Eighty-two of 157 F-16Ds, primarily used for training, were removed from flight status after cracks were found in canopy sill longerons found between the front and rear pilot seats, the Air Force announced Aug. 19. Longerons run the length of the aircraft and transfer loads throughout the structure and skin of the platform. Program overseers issued a time compliance technical order for these aircraft after initial cracks were found in the structures during post-mission inspections, according to Air Combat Command officials.

Lt. Col. Steve Grotjohn, deputy chief of the Weapon System Division at the program office, attributes the cracks to "fatigue from sustained operations." F-16Ds average 24 years old with roughly 5,500 hr. of flight time.

Pentagon officials found Boeing to blame for faulty longerons in its twin-engine F-15; in 2007 one of the fighters broke apart in flight due to defective manufacturing. Of 441 F-15s, 182 were found to have structural components below design specification.

Service officials have not yet determined the effect of the recent grounding on graduating F-16 pilots.

The cracks are likely to fuel debate about what the future mix of Air Force aircraft should be.
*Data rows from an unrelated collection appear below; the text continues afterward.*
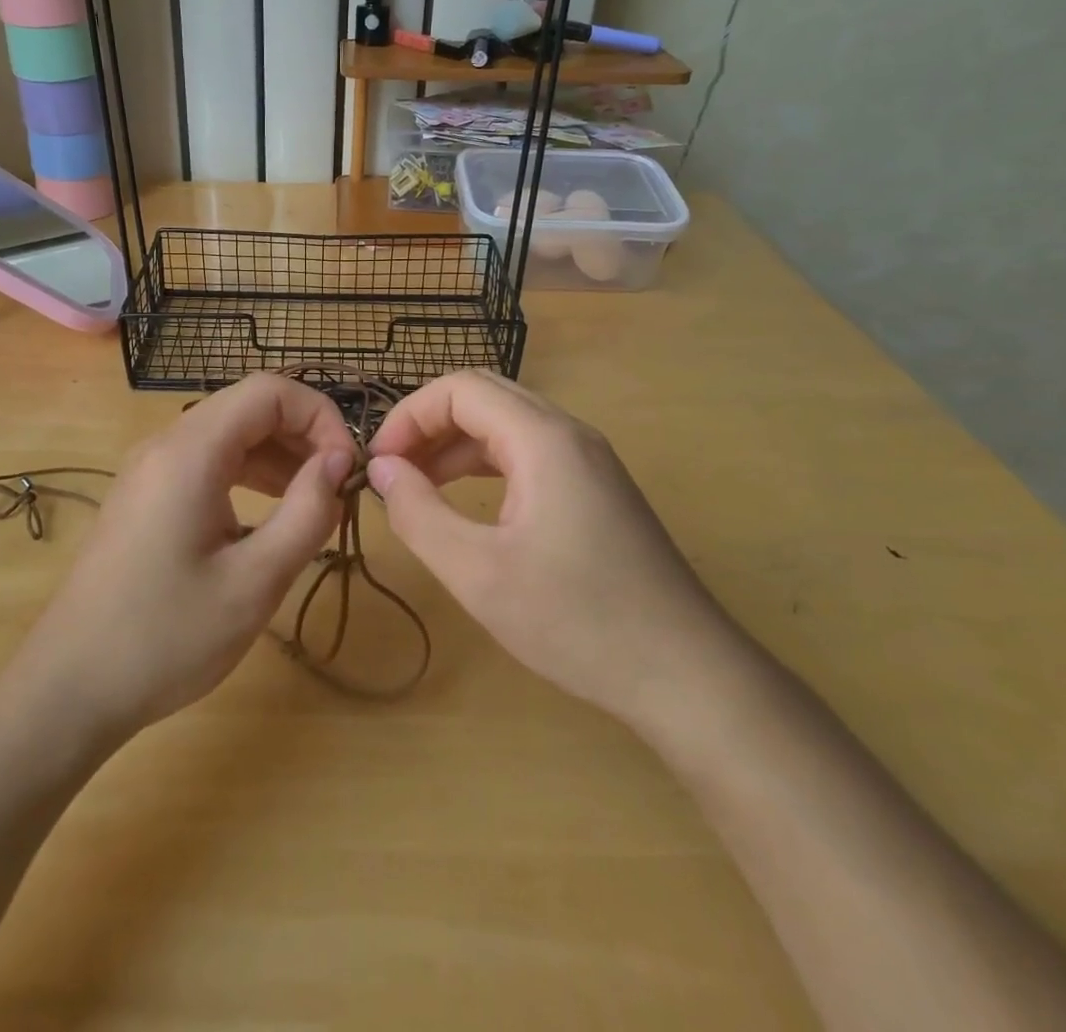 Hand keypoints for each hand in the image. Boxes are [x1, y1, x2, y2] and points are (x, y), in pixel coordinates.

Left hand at [14, 373, 357, 738]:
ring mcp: (150, 469)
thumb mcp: (254, 582)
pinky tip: (271, 515)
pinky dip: (248, 474)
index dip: (319, 416)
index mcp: (190, 452)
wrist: (70, 688)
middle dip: (303, 435)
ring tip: (315, 502)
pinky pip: (207, 462)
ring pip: (229, 434)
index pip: (269, 391)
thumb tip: (339, 462)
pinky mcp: (146, 496)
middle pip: (249, 407)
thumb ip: (307, 513)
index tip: (347, 468)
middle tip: (337, 488)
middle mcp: (166, 445)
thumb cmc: (165, 638)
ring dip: (278, 455)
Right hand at [366, 371, 740, 726]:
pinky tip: (465, 503)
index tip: (378, 464)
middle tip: (391, 472)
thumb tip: (380, 468)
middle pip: (483, 397)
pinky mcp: (596, 489)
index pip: (459, 388)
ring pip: (506, 425)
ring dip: (454, 446)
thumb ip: (418, 513)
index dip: (409, 416)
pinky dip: (485, 466)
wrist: (688, 675)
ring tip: (415, 488)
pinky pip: (528, 454)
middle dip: (428, 426)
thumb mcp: (478, 572)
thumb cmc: (578, 621)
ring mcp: (589, 460)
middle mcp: (569, 433)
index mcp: (543, 438) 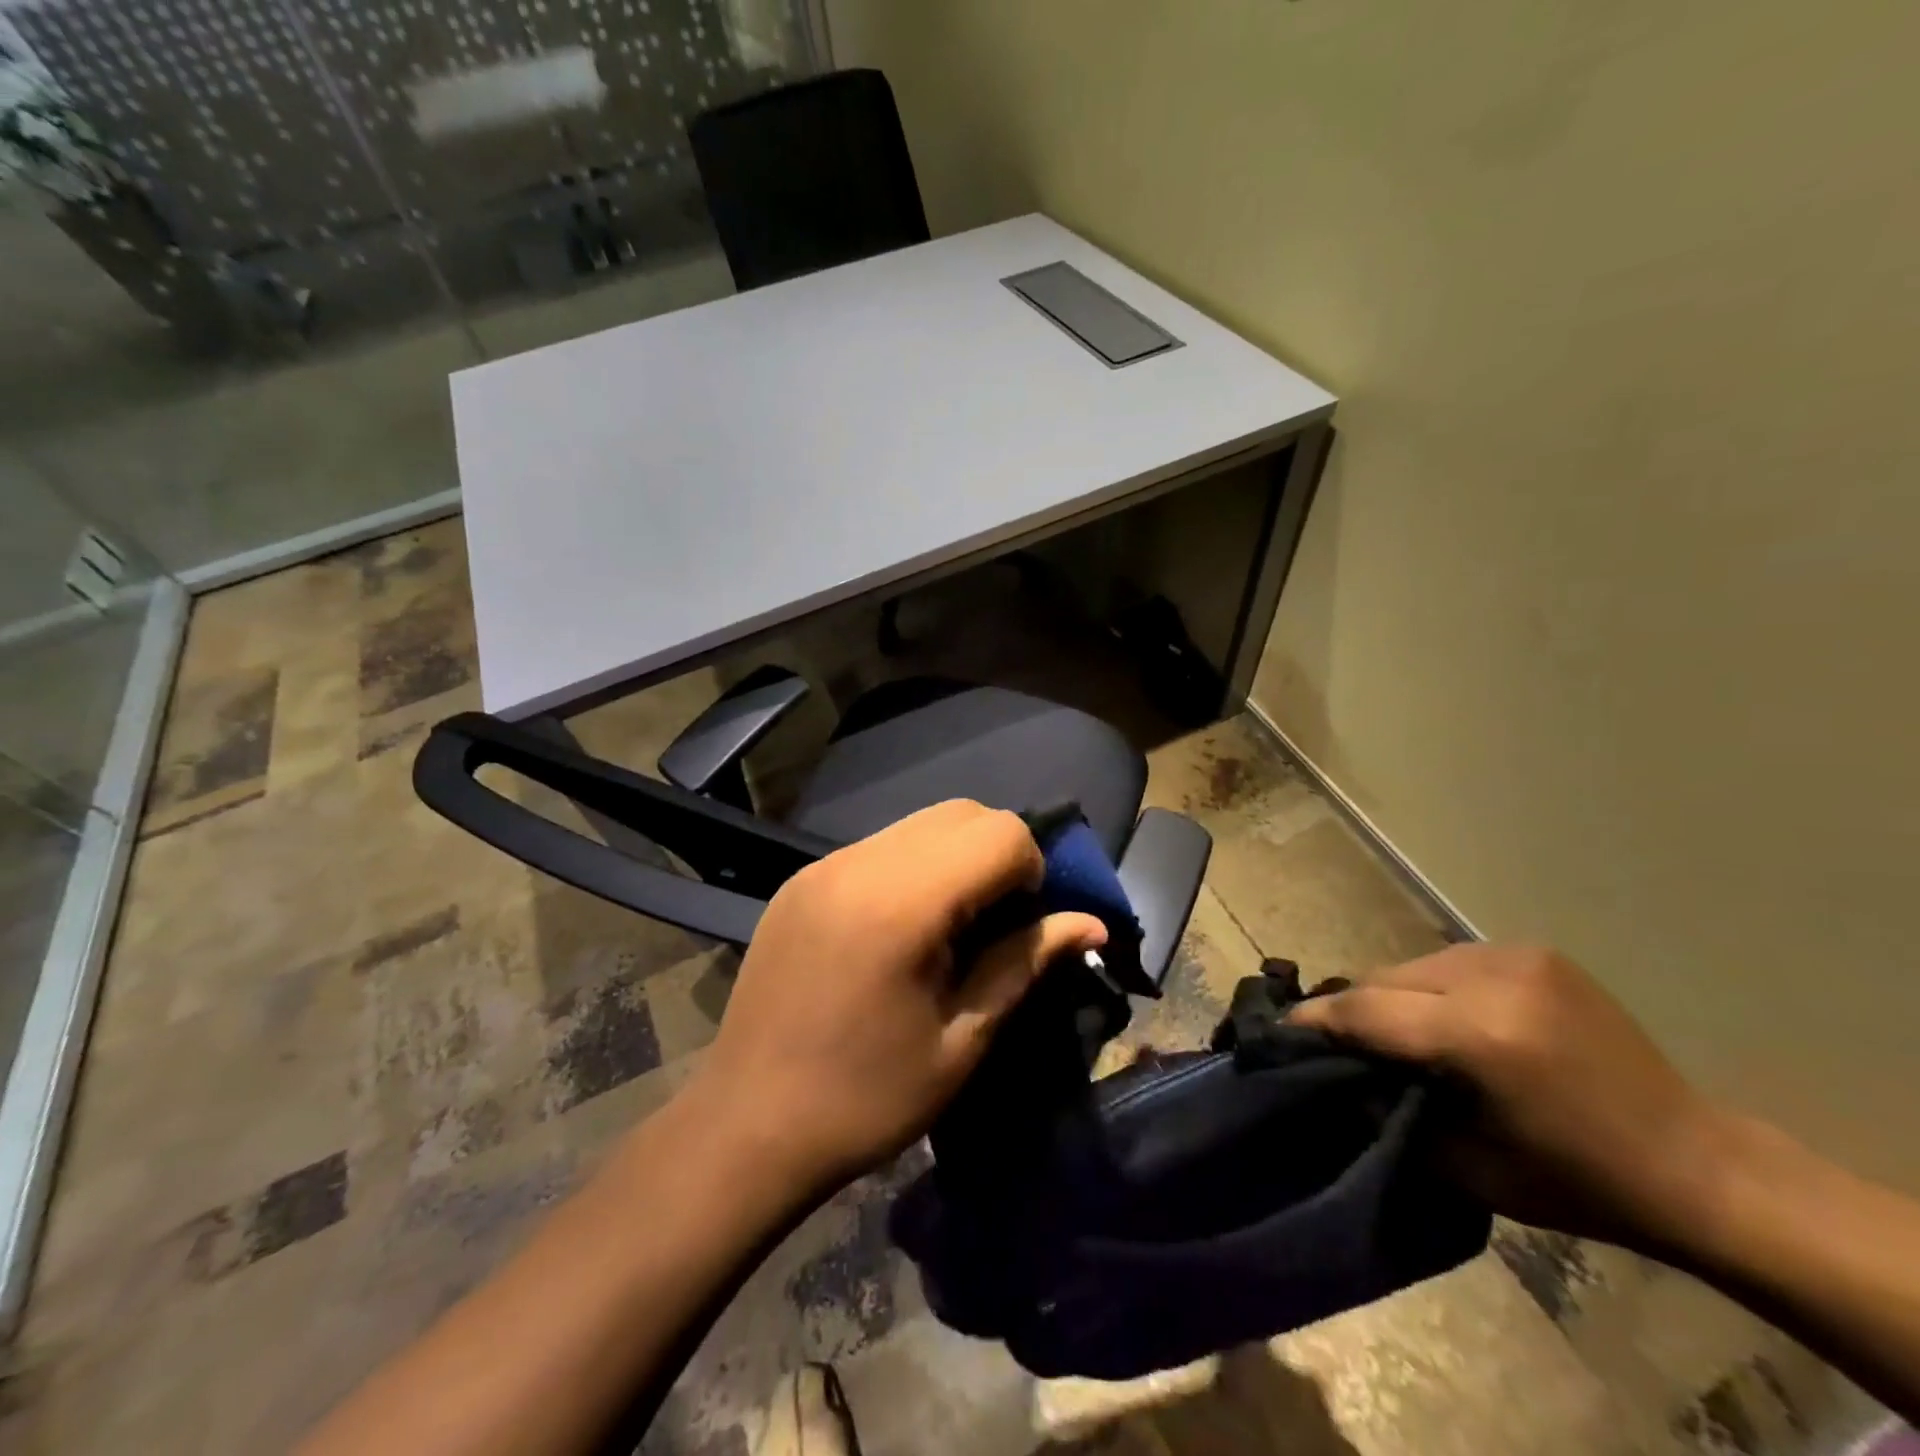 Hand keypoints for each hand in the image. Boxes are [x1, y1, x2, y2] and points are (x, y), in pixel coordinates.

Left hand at [687, 800, 1107, 1195]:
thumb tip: (1093, 923)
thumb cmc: (866, 1099)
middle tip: (993, 926)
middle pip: (962, 813)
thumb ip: (1025, 963)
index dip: (1033, 872)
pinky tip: (899, 931)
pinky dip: (912, 868)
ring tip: (947, 929)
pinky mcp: (801, 880)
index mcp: (903, 901)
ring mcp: (823, 865)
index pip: (1001, 832)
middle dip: (998, 855)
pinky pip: (879, 847)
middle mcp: (860, 861)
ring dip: (955, 859)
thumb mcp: (962, 1040)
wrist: (746, 1127)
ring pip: (919, 825)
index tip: (1021, 929)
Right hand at [1288, 945, 1732, 1251]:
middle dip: (1353, 1009)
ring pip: (1411, 965)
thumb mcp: (1466, 1164)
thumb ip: (1388, 1108)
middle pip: (1383, 979)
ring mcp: (1516, 955)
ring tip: (1392, 1031)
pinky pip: (1449, 962)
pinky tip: (1442, 1016)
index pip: (1365, 1010)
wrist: (1696, 1164)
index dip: (1316, 1020)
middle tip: (1335, 1041)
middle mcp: (1493, 978)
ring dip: (1391, 996)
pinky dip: (1429, 986)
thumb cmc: (1578, 1182)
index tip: (1279, 1032)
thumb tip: (1335, 1074)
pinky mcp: (1533, 950)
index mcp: (1480, 1034) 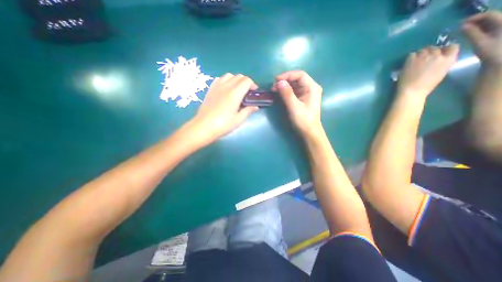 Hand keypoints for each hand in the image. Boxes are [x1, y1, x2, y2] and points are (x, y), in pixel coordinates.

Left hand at [188, 73, 257, 142]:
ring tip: (237, 90)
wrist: (204, 126)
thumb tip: (255, 106)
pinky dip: (226, 80)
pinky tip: (226, 89)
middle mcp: (226, 86)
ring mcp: (217, 86)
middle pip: (239, 76)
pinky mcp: (210, 89)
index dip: (253, 84)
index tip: (254, 92)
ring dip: (236, 80)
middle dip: (246, 82)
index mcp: (235, 93)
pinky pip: (220, 79)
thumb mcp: (238, 120)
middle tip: (247, 92)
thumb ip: (248, 111)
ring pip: (229, 75)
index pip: (247, 81)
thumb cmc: (223, 125)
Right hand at [273, 70, 323, 137]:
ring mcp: (307, 93)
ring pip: (295, 84)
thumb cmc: (304, 120)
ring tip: (275, 90)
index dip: (287, 75)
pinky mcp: (303, 98)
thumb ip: (287, 94)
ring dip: (284, 85)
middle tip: (273, 86)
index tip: (276, 80)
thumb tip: (279, 82)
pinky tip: (280, 93)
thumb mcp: (294, 107)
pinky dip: (286, 91)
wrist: (310, 132)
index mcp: (312, 87)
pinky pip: (294, 90)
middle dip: (285, 80)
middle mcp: (311, 87)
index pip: (300, 75)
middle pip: (297, 78)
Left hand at [398, 46, 459, 98]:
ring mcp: (424, 57)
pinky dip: (411, 57)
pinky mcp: (411, 60)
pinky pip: (412, 54)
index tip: (439, 55)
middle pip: (435, 48)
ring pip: (423, 50)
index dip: (444, 50)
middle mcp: (438, 55)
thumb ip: (443, 63)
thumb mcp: (441, 72)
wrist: (411, 91)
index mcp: (449, 59)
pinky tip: (409, 63)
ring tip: (416, 61)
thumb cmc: (426, 86)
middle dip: (430, 52)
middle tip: (424, 60)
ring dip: (420, 54)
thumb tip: (440, 58)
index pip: (452, 47)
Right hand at [463, 12, 501, 67]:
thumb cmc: (492, 51)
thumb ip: (471, 33)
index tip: (459, 24)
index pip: (489, 15)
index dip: (474, 18)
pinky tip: (472, 34)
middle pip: (491, 17)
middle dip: (475, 21)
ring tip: (464, 31)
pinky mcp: (501, 34)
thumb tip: (462, 26)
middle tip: (460, 28)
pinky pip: (491, 27)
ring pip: (491, 22)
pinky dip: (480, 29)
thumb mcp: (480, 42)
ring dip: (477, 26) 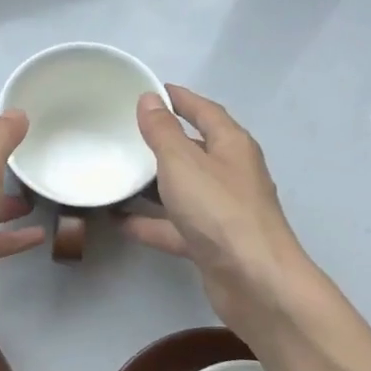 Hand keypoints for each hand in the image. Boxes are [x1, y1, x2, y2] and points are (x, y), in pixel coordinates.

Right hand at [123, 85, 309, 336]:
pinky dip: (149, 222)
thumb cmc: (220, 211)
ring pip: (181, 190)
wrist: (254, 280)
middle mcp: (230, 174)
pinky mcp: (210, 242)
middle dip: (161, 141)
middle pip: (193, 150)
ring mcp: (221, 211)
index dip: (180, 98)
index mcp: (231, 146)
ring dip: (151, 184)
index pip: (204, 111)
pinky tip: (119, 221)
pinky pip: (173, 225)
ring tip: (115, 174)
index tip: (151, 90)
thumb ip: (162, 132)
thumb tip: (149, 100)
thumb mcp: (183, 163)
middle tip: (123, 133) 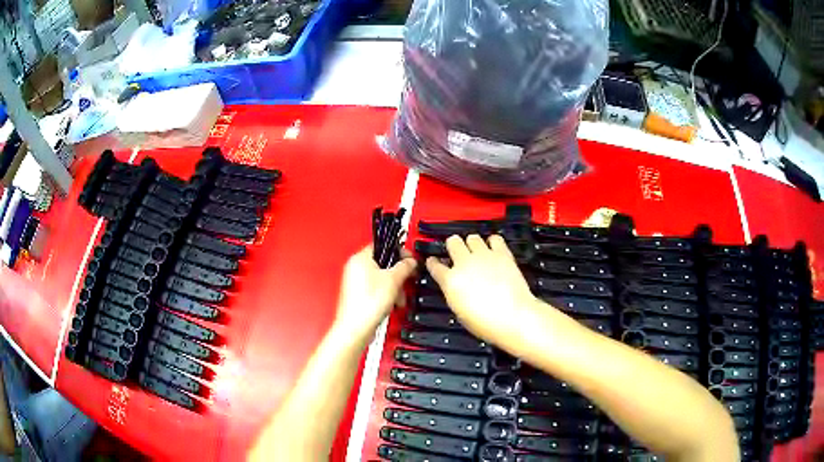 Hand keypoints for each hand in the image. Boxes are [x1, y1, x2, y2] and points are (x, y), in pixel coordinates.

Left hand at [334, 245, 416, 340]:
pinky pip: (376, 289)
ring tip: (400, 296)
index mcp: (360, 258)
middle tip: (407, 278)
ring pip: (381, 277)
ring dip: (394, 286)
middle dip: (398, 273)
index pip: (381, 245)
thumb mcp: (393, 280)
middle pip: (382, 263)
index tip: (409, 258)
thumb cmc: (367, 304)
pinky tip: (393, 303)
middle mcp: (355, 268)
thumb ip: (404, 267)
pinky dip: (387, 294)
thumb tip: (410, 261)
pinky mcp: (358, 295)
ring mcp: (355, 282)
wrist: (357, 327)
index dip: (398, 251)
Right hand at [426, 235, 543, 342]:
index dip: (433, 263)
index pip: (435, 265)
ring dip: (472, 243)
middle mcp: (464, 263)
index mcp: (450, 280)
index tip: (434, 262)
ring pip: (472, 237)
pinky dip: (493, 242)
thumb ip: (454, 293)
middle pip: (453, 242)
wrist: (513, 317)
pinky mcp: (502, 254)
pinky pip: (495, 239)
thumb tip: (455, 287)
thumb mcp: (460, 312)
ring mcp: (484, 256)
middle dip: (453, 245)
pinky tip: (493, 248)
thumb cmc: (486, 322)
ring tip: (476, 250)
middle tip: (457, 251) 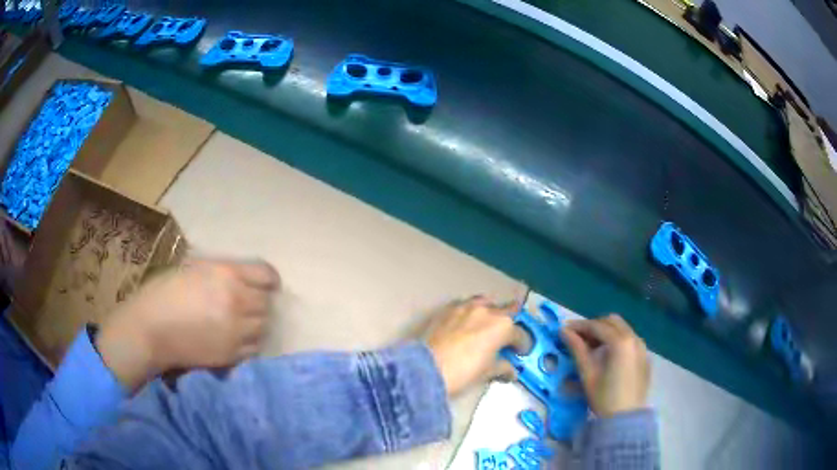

F-16s have been used to support routine missions – such as monitoring the skies in North America and over Afghanistan — though some industry officials say less-expensive aircraft are suitable for such a mission. Textron AirLand has made such an argument the centerpiece of its campaign to sell the twin-engine Scorpion aircraft to the Air Force; company officials boast a low operating cost of $3,000 per hour.

Meanwhile, Lockheed Martin announced the completion of a critical design review for the first active electronically scanned array (AESA) radar on the aircraft; the company had dubbed the system the F-16V.

Though Taiwan is the launch customer for the F-16V as part of an upgrade program for its 144 F-16A/Bs, Lockheed Martin and radar manufacturer Northrop Grumman are hoping to get U.S. Air Force buy-in eventually.

The Air Force, however, has opted to forgo an avionics upgrade to its F-16s due to tight budgets and a priority placed on the single-engine, stealthy F-35, also made by Lockheed.